**SOURCE INFORMATION**:
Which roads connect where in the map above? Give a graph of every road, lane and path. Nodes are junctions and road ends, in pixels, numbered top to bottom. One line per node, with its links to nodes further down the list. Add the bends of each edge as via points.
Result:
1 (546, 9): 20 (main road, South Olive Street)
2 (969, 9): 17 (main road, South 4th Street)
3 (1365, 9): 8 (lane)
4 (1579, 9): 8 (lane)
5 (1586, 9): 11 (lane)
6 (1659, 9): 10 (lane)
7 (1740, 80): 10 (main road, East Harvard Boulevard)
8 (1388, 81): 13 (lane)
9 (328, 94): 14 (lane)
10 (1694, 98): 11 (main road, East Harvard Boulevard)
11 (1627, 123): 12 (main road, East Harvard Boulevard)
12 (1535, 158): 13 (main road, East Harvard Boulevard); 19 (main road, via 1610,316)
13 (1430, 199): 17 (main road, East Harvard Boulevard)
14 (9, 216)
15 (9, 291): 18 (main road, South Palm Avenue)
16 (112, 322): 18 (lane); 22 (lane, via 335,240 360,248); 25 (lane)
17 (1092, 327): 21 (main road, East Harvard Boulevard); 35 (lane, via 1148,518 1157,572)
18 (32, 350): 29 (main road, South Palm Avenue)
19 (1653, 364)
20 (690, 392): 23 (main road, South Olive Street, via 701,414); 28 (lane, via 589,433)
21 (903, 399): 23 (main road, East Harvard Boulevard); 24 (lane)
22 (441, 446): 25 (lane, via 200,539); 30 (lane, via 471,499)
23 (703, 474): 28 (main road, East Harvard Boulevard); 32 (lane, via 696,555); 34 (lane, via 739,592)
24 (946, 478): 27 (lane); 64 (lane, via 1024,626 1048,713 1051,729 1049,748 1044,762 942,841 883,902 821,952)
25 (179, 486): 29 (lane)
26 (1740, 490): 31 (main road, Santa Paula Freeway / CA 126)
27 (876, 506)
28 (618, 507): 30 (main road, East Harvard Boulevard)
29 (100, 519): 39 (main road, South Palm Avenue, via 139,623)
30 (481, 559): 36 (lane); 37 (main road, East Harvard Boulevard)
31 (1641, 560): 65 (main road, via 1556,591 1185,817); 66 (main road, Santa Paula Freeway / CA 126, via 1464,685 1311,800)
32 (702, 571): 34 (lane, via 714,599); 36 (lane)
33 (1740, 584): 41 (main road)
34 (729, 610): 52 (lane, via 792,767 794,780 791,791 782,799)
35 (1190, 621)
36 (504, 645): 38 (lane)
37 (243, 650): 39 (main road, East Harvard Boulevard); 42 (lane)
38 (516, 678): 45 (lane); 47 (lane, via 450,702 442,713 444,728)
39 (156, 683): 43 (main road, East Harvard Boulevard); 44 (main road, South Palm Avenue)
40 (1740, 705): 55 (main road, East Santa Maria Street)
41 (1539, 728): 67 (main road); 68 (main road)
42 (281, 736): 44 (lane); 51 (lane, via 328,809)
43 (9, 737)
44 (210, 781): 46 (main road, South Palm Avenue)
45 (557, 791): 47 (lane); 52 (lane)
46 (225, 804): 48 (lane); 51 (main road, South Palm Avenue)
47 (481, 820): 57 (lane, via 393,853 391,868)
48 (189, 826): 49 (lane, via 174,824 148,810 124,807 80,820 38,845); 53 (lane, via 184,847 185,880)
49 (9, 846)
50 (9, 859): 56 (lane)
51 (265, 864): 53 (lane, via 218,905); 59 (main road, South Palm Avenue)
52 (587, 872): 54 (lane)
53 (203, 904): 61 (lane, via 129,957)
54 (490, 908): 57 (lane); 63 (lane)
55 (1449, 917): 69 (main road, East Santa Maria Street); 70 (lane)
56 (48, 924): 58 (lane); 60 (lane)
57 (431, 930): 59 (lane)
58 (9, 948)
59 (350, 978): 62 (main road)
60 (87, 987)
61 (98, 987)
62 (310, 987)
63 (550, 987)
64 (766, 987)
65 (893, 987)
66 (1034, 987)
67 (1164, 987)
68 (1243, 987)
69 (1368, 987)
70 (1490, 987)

**TRY IT**: Copy every entry exactly; no part may be left out.

**OUTPUT OF THE EXERCISE**:
Which roads connect where in the map above? Give a graph of every road, lane and path. Nodes are junctions and road ends, in pixels, numbered top to bottom. One line per node, with its links to nodes further down the list. Add the bends of each edge as via points.
Result:
1 (546, 9): 20 (main road, South Olive Street)
2 (969, 9): 17 (main road, South 4th Street)
3 (1365, 9): 8 (lane)
4 (1579, 9): 8 (lane)
5 (1586, 9): 11 (lane)
6 (1659, 9): 10 (lane)
7 (1740, 80): 10 (main road, East Harvard Boulevard)
8 (1388, 81): 13 (lane)
9 (328, 94): 14 (lane)
10 (1694, 98): 11 (main road, East Harvard Boulevard)
11 (1627, 123): 12 (main road, East Harvard Boulevard)
12 (1535, 158): 13 (main road, East Harvard Boulevard); 19 (main road, via 1610,316)
13 (1430, 199): 17 (main road, East Harvard Boulevard)
14 (9, 216)
15 (9, 291): 18 (main road, South Palm Avenue)
16 (112, 322): 18 (lane); 22 (lane, via 335,240 360,248); 25 (lane)
17 (1092, 327): 21 (main road, East Harvard Boulevard); 35 (lane, via 1148,518 1157,572)
18 (32, 350): 29 (main road, South Palm Avenue)
19 (1653, 364)
20 (690, 392): 23 (main road, South Olive Street, via 701,414); 28 (lane, via 589,433)
21 (903, 399): 23 (main road, East Harvard Boulevard); 24 (lane)
22 (441, 446): 25 (lane, via 200,539); 30 (lane, via 471,499)
23 (703, 474): 28 (main road, East Harvard Boulevard); 32 (lane, via 696,555); 34 (lane, via 739,592)
24 (946, 478): 27 (lane); 64 (lane, via 1024,626 1048,713 1051,729 1049,748 1044,762 942,841 883,902 821,952)
25 (179, 486): 29 (lane)
26 (1740, 490): 31 (main road, Santa Paula Freeway / CA 126)
27 (876, 506)
28 (618, 507): 30 (main road, East Harvard Boulevard)
29 (100, 519): 39 (main road, South Palm Avenue, via 139,623)
30 (481, 559): 36 (lane); 37 (main road, East Harvard Boulevard)
31 (1641, 560): 65 (main road, via 1556,591 1185,817); 66 (main road, Santa Paula Freeway / CA 126, via 1464,685 1311,800)
32 (702, 571): 34 (lane, via 714,599); 36 (lane)
33 (1740, 584): 41 (main road)
34 (729, 610): 52 (lane, via 792,767 794,780 791,791 782,799)
35 (1190, 621)
36 (504, 645): 38 (lane)
37 (243, 650): 39 (main road, East Harvard Boulevard); 42 (lane)
38 (516, 678): 45 (lane); 47 (lane, via 450,702 442,713 444,728)
39 (156, 683): 43 (main road, East Harvard Boulevard); 44 (main road, South Palm Avenue)
40 (1740, 705): 55 (main road, East Santa Maria Street)
41 (1539, 728): 67 (main road); 68 (main road)
42 (281, 736): 44 (lane); 51 (lane, via 328,809)
43 (9, 737)
44 (210, 781): 46 (main road, South Palm Avenue)
45 (557, 791): 47 (lane); 52 (lane)
46 (225, 804): 48 (lane); 51 (main road, South Palm Avenue)
47 (481, 820): 57 (lane, via 393,853 391,868)
48 (189, 826): 49 (lane, via 174,824 148,810 124,807 80,820 38,845); 53 (lane, via 184,847 185,880)
49 (9, 846)
50 (9, 859): 56 (lane)
51 (265, 864): 53 (lane, via 218,905); 59 (main road, South Palm Avenue)
52 (587, 872): 54 (lane)
53 (203, 904): 61 (lane, via 129,957)
54 (490, 908): 57 (lane); 63 (lane)
55 (1449, 917): 69 (main road, East Santa Maria Street); 70 (lane)
56 (48, 924): 58 (lane); 60 (lane)
57 (431, 930): 59 (lane)
58 (9, 948)
59 (350, 978): 62 (main road)
60 (87, 987)
61 (98, 987)
62 (310, 987)
63 (550, 987)
64 (766, 987)
65 (893, 987)
66 (1034, 987)
67 (1164, 987)
68 (1243, 987)
69 (1368, 987)
70 (1490, 987)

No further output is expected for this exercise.